You are viewing a plain text version of this content. The canonical link for it is here.
Posted to user@hive.apache.org by Ryan Greenhall <ry...@googlemail.com> on 2011/03/23 11:29:37 UTC

Recommended approaches for large data import from RDBMS into hive (Approx Terabyte of data)

My desire is to be able to run a query on the existing RDBMS (SQLServer) to
de-normalise the required data into single rows that can then be imported
into a hive table partitioned by date.

Previously, on a much smaller scale, I have achieved data import into Hive
by copying a tsv of my data (already partitioned) into HDFS and then loading
into Hive, for example.

LOAD DATA LOCAL INPATH `/tmp/pv_2008-06-08_us.txt` INTO TABLE page_view
PARTITION(date='2008-06-08')


I have considered the following options and was looking for feedback or more
effective solutions.

1) Create a data file for each day (we have over a years worth of data) and
then import as above.  On a large scale this is likely to be rather
cumbersome, although it could be scripted.

2) Use sqoop to import all the data into a stageing table and then use the
dynamic partition insert.  Unfortunately Sqoop does not allow (as far as I
can see) import into partitions.

I am not sure how this is going to work over such a large dataset as I have
seen examples of a staging table with 900,000 rows of data fail when a
dynamic partition import is applied.

Thanks in advance

Ryan

Re: Recommended approaches for large data import from RDBMS into hive (Approx Terabyte of data)

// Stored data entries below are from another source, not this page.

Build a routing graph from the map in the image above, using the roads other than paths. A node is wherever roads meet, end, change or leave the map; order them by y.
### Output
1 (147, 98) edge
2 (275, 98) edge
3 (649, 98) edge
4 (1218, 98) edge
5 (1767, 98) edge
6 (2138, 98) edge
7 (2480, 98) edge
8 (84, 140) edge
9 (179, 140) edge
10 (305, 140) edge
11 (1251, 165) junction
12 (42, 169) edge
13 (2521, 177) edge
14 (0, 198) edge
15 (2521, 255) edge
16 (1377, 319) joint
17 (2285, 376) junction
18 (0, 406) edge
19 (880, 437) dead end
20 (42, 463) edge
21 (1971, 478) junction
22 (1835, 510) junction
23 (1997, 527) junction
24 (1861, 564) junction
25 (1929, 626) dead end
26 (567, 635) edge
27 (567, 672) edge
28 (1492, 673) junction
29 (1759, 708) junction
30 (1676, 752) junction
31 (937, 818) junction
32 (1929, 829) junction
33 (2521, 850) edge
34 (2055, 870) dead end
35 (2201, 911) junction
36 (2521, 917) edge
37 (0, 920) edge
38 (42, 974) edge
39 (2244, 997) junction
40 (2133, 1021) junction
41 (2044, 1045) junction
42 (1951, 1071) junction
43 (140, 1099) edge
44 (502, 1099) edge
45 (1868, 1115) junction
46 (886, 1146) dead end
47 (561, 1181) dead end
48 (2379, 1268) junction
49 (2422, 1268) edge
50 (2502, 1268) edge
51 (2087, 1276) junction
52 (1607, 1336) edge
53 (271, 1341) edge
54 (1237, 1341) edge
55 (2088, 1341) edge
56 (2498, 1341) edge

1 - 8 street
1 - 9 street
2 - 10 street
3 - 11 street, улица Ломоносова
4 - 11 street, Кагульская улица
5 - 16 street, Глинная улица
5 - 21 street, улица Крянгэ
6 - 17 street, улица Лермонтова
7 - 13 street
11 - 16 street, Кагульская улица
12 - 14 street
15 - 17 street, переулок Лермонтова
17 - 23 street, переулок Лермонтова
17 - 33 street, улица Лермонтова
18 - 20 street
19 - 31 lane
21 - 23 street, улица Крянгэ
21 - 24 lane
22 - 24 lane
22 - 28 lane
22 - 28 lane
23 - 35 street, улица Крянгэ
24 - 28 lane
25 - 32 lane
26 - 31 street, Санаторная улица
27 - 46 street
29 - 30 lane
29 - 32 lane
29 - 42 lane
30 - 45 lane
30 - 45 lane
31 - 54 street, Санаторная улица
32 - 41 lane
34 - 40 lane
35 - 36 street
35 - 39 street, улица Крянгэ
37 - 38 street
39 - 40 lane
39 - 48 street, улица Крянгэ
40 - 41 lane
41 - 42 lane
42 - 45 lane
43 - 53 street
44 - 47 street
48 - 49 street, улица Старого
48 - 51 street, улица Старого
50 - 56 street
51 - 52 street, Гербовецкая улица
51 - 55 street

Posted by Thiruvel Thirumoolan <th...@yahoo-inc.com>.
I am not sure how this is going to work over such a large dataset as I have seen examples of a staging table with 900,000 rows of data fail when a dynamic partition import is applied.

What was the problem? I have created 120,000 dynamic partitions using distribute by. Guess that will solve your failure? See  http://wiki.apache.org/hadoop/Hive/Tutorial#Dynamic-partition_Insert

On Mar 23, 2011, at 3:59 PM, Ryan Greenhall wrote:

My desire is to be able to run a query on the existing RDBMS (SQLServer) to de-normalise the required data into single rows that can then be imported into a hive table partitioned by date.

Previously, on a much smaller scale, I have achieved data import into Hive by copying a tsv of my data (already partitioned) into HDFS and then loading into Hive, for example.

LOAD DATA LOCAL INPATH `/tmp/pv_2008-06-08_us.txt` INTO TABLE page_view PARTITION(date='2008-06-08')


I have considered the following options and was looking for feedback or more effective solutions.

1) Create a data file for each day (we have over a years worth of data) and then import as above.  On a large scale this is likely to be rather cumbersome, although it could be scripted.

2) Use sqoop to import all the data into a stageing table and then use the dynamic partition insert.  Unfortunately Sqoop does not allow (as far as I can see) import into partitions.

I am not sure how this is going to work over such a large dataset as I have seen examples of a staging table with 900,000 rows of data fail when a dynamic partition import is applied.

Thanks in advance

Ryan